* [EXERCISE]:
Find the string "lane" in the records and copy each line where it occurs.

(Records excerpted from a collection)
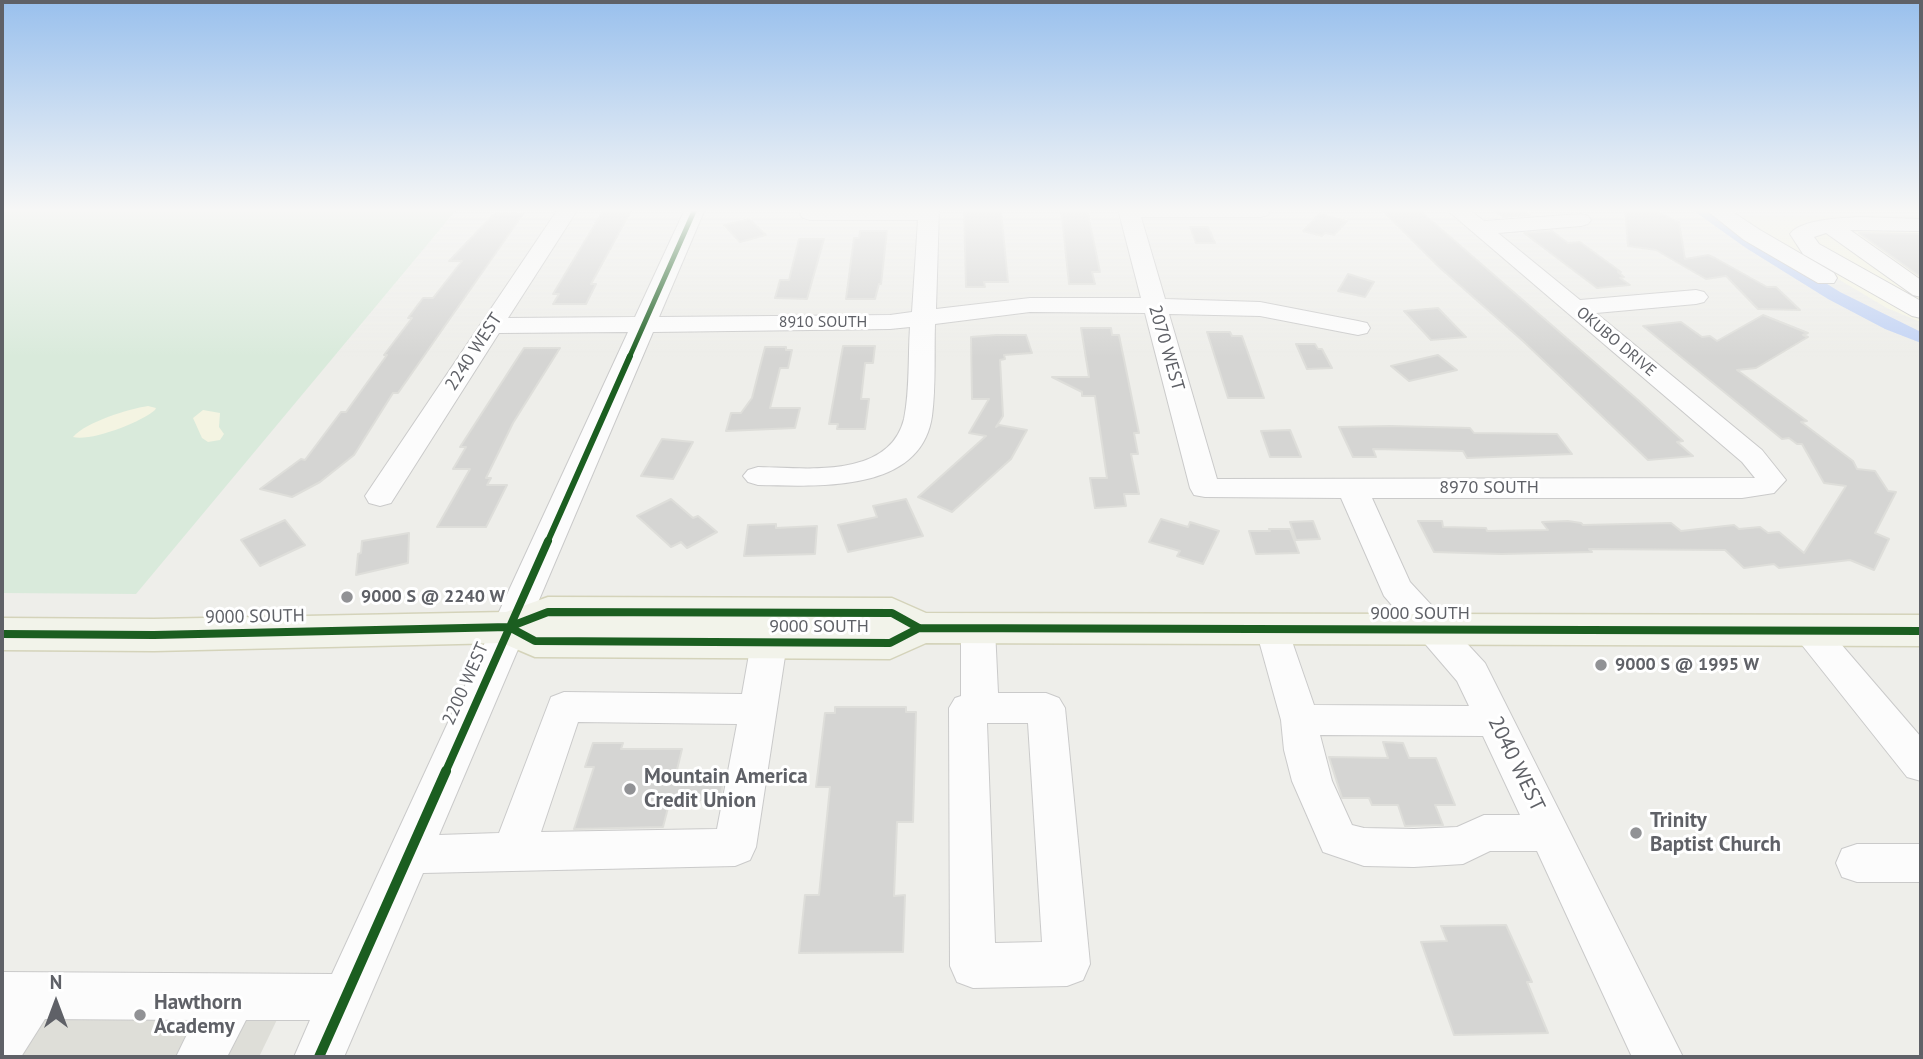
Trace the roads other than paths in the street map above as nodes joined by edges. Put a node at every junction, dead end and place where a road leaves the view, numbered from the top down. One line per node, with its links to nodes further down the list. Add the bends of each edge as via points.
1 (535, 258): 16 (street, 2240 WEST)
2 (673, 258): 15 (street, 2200 WEST)
3 (926, 258): 14 (street)
4 (1141, 258): 11 (street, 2070 WEST)
5 (1517, 258): 12 (street, OKUBO DRIVE)
6 (1793, 258): 18 (street)
7 (1827, 258): 13 (street)
8 (1876, 258): 9 (street)
9 (1921, 290)
10 (1696, 297): 12 (street)
11 (1155, 307): 14 (street, 8910 SOUTH, via 1030,305); 17 (street, 8910 SOUTH, via 1259,309); 22 (street, 2070 WEST)
12 (1576, 308): 20 (street, OKUBO DRIVE, via 1752,456)
13 (1921, 311)
14 (923, 320): 15 (street, 8910 SOUTH); 19 (street, via 916,433 900,454 863,471 837,475)
15 (643, 324): 16 (street, 8910 SOUTH); 24 (street, 2200 WEST)
16 (491, 326): 23 (street, 2240 WEST)
17 (1358, 328)
18 (1921, 329)
19 (758, 475)
20 (1771, 480): 21 (street, 8970 SOUTH, via 1742,489)
21 (1352, 487): 22 (street, 8970 SOUTH); 28 (street, 2040 WEST, via 1396,588)
22 (1205, 488)
23 (380, 496)
24 (509, 627): 25 (main road, 9000 SOUTH, via 548,612 659,612 892,613); 30 (main road, 9000 SOUTH); 32 (main road, 9000 SOUTH, via 535,641); 40 (street, 2200 WEST)
25 (919, 628): 26 (main road, 9000 SOUTH); 32 (main road, 9000 SOUTH, via 890,643)
26 (978, 629): 27 (main road, 9000 SOUTH); 33 (street)
27 (1273, 630): 28 (main road, 9000 SOUTH); 35 (street)
28 (1432, 630): 29 (main road, 9000 SOUTH); 36 (street, 2040 WEST, via 1472,673)
29 (1810, 631): 31 (main road, 9000 SOUTH); 37 (street)
30 (2, 634)
31 (1917, 636)
32 (769, 643): 34 (street)
33 (980, 708): 33 (street, via 968,708 973,966 1068,964 1046,708)
34 (758, 709): 39 (street, via 564,707); 39 (street, via 735,847)
35 (1300, 720): 36 (street); 38 (street, via 1307,761 1338,839 1364,847 1463,845 1484,833)
36 (1494, 721): 38 (street, 2040 WEST)
37 (1921, 765)
38 (1550, 833): 49 (street, 2040 WEST)
39 (514, 850): 40 (street)
40 (408, 854): 45 (street, 2200 WEST)
41 (1857, 863): 42 (street)
42 (1921, 863)
43 (17, 995): 44 (street); 46 (street)
44 (233, 996): 45 (street); 47 (street)
45 (345, 997): 48 (street, 2200 WEST)
46 (2, 1043)
47 (201, 1057)
48 (319, 1057)
49 (1658, 1057)

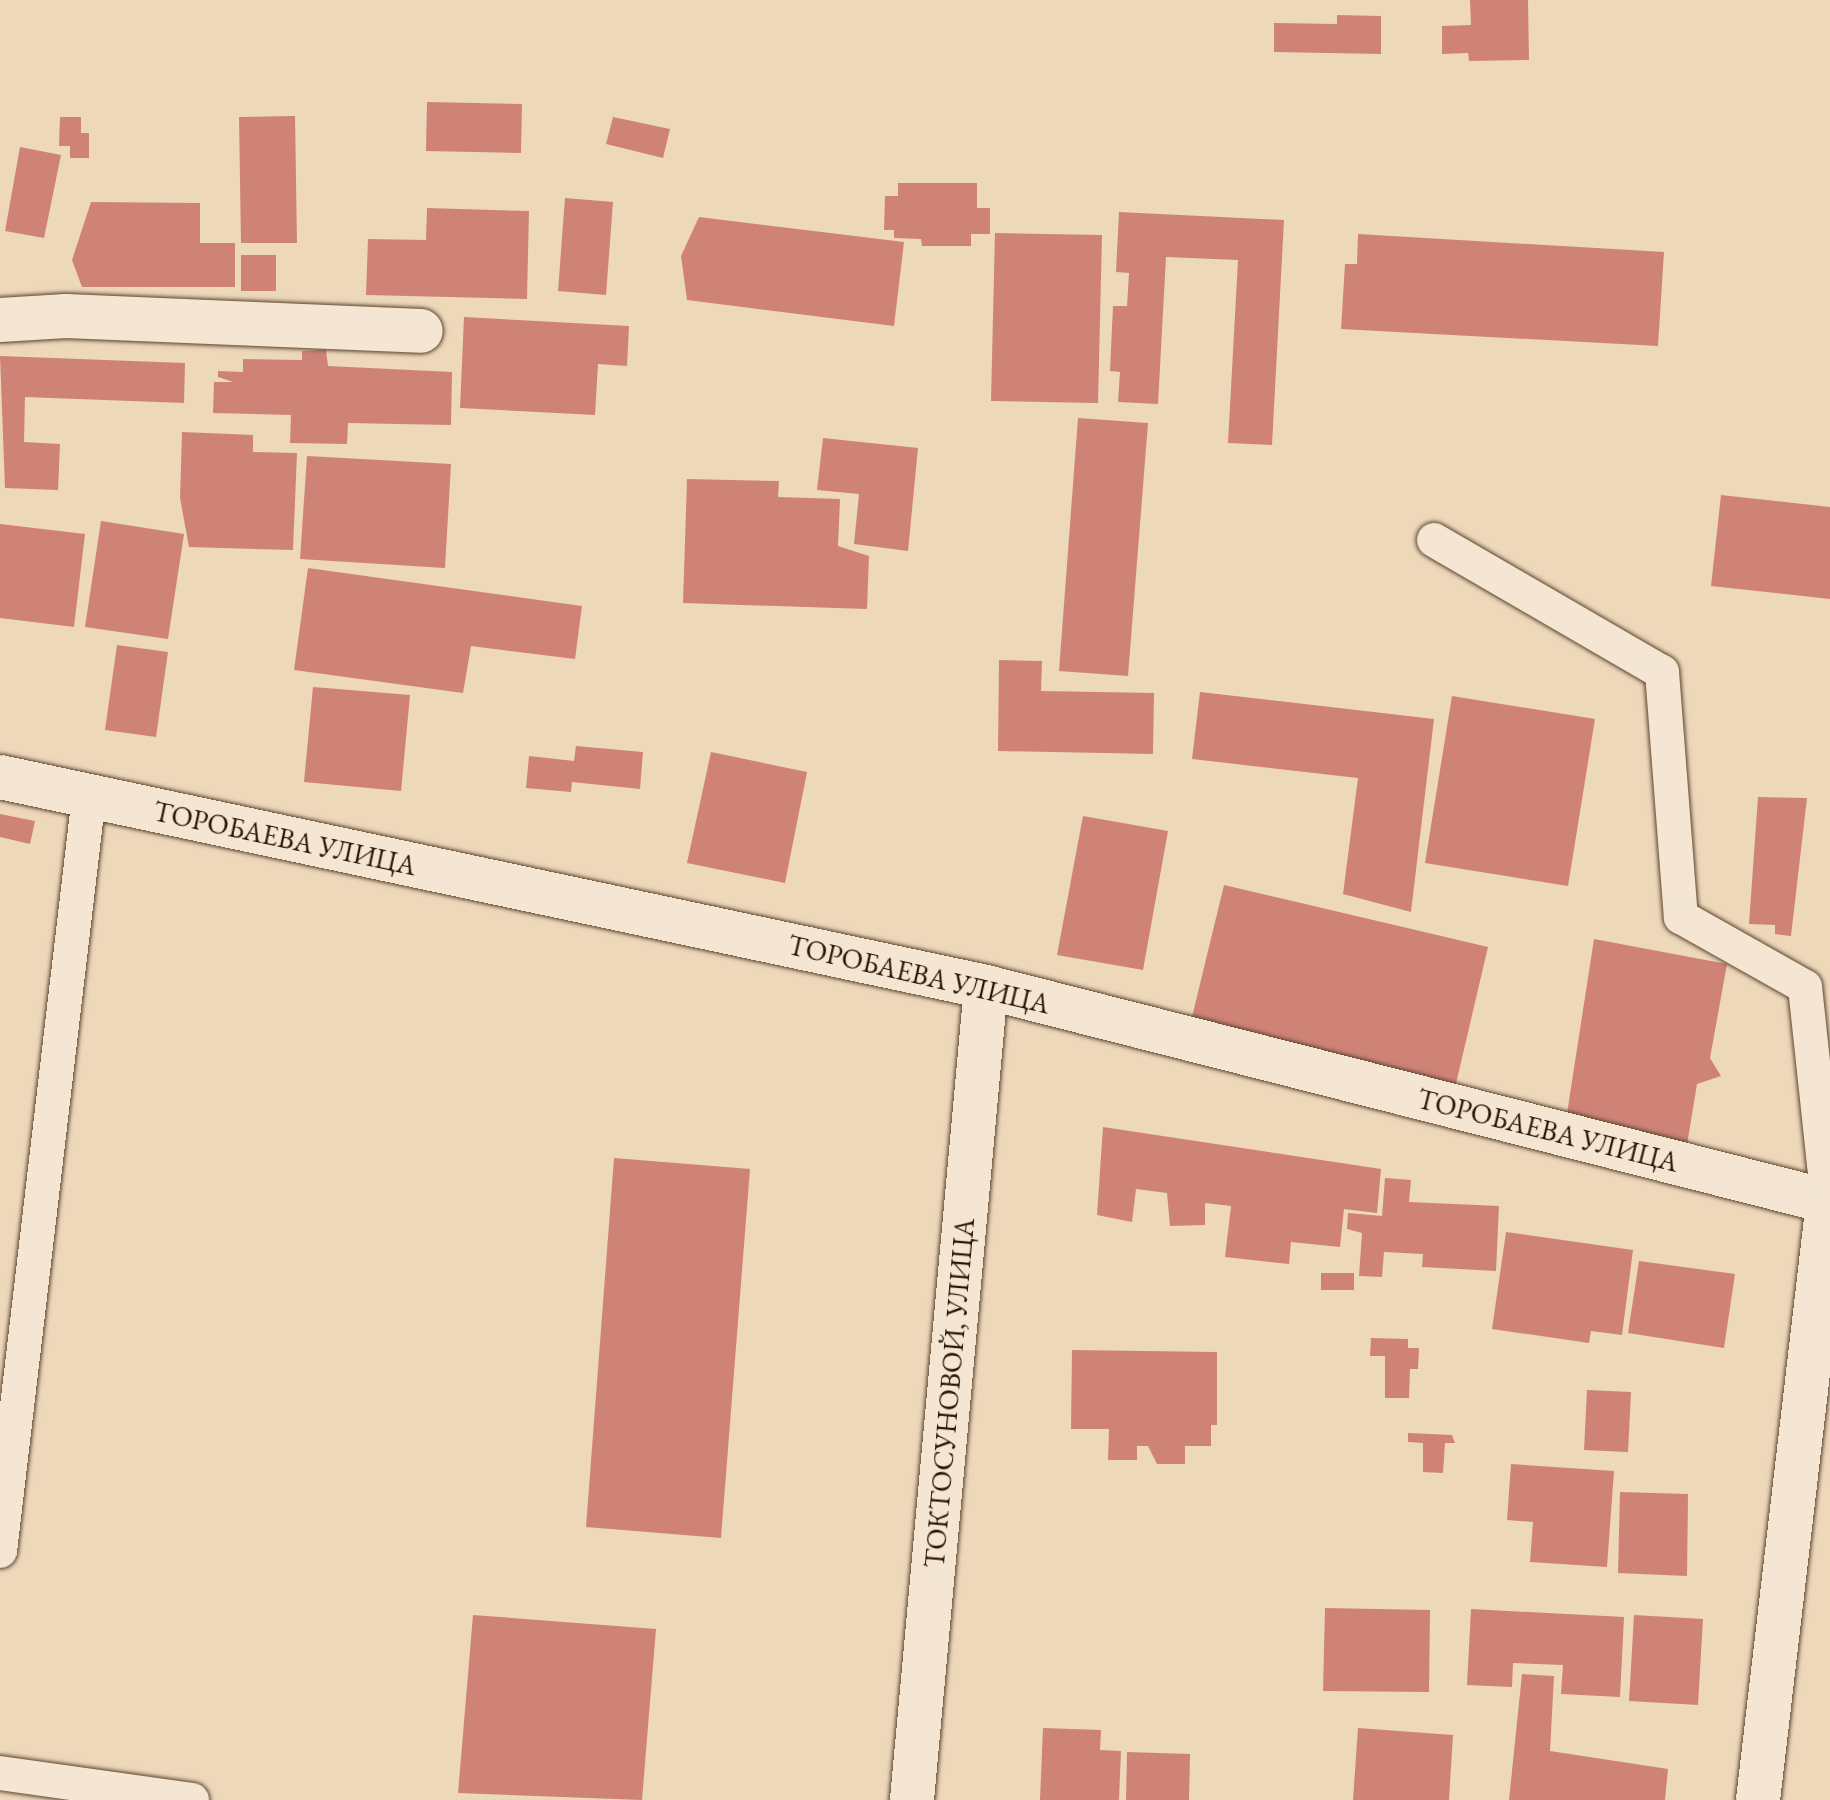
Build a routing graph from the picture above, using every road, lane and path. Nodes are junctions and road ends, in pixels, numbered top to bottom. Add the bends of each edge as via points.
1 (0, 320) edge
2 (421, 331) dead end
3 (1434, 540) dead end
4 (0, 777) edge
5 (89, 796) junction
6 (986, 987) junction
7 (1829, 1202) edge
8 (0, 1551) edge
9 (0, 1773) edge
10 (192, 1800) edge
11 (912, 1800) edge
12 (1758, 1800) edge

1 - 2 street via 66,316
3 - 7 lane via 1662,672 1681,917 1805,987
4 - 5 street, ТОРОБАЕВА УЛИЦА
5 - 6 street, ТОРОБАЕВА УЛИЦА
5 - 8 lane
6 - 7 street, ТОРОБАЕВА УЛИЦА
6 - 11 street, ТОКТОСУНОВОЙ, УЛИЦА
7 - 12 street
9 - 10 lane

* [RESULT FOR THIS TASK]:
Build a routing graph from the picture above, using every road, lane and path. Nodes are junctions and road ends, in pixels, numbered top to bottom. Add the bends of each edge as via points.
3 - 7 lane via 1662,672 1681,917 1805,987
5 - 8 lane
9 - 10 lane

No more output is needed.